Department of Education to UCC; UPR RCM NIH/NIMHHD grants 5U54CA096297 and R25GM061838 to THB; and 2012 American Association of Colleges of Pharmacy (AACP) New Investigator Award to EH. The authors have no conflicts of interest to declare. “
“To examine opportunities and challenges in the field of radiogenomics and the allied discipline
of computational bioinformatics, the NCI Cancer Imaging Lenvatinib cost Program (CIP) convened two related workshops on June 26 to 27, 2013, entitled “Correlating Imaging Phenotypes with Genomics Signatures Research” and “Scalable Computational Resources as Required for Imaging-Genomics Decision Support Systems.” The first workshop focused LY294002 on clinical and scientific requirements, exploring our knowledge of phenotypic characteristics of cancer biological properties to determine whether the field is sufficiently advanced to correlate with imaging phenotypes that underpin genomics and clinical outcomes, and exploring new scientific methods to extract phenotypic features from medical images and relate them to genomics analyses.

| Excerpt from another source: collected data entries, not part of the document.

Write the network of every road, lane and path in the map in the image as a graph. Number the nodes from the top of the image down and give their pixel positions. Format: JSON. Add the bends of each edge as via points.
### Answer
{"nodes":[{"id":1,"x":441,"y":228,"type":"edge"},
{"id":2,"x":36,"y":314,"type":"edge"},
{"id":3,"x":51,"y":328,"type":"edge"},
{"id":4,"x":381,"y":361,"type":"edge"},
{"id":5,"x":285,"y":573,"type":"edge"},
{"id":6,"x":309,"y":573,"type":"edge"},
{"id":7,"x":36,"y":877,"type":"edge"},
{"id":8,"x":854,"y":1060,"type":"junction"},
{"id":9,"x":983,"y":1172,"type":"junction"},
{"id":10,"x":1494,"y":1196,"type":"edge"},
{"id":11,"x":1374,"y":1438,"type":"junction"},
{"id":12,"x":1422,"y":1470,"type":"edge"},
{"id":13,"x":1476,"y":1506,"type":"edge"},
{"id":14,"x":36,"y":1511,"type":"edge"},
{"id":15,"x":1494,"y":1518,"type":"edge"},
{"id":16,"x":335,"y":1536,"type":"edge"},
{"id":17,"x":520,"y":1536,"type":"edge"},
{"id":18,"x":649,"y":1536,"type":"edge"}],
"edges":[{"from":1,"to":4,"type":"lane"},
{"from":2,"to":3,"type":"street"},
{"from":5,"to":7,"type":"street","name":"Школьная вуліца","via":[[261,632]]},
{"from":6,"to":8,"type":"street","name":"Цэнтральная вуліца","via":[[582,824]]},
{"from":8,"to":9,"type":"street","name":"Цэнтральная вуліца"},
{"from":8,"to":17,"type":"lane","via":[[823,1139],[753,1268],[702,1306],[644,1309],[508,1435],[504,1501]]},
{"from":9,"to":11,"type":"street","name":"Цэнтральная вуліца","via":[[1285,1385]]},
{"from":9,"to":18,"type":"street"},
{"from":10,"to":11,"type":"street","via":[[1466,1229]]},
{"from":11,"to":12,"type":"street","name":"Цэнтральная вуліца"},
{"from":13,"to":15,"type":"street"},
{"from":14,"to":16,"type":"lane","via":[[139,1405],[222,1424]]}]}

The second workshop focused on computational methods that explore informatics and computational requirements to extract phenotypic features from medical images and relate them to genomics analyses and improve the accessibility and speed of dissemination of existing NIH resources such as The Cancer Genome Atlas (TCGA) and The Cancer Imaging Archive (TCIA) to enable cross-disciplinary research. A secondary goal of the workshops was to explore the importance of correlating in vivo imaging with digital pathology and the importance of including preclinical research.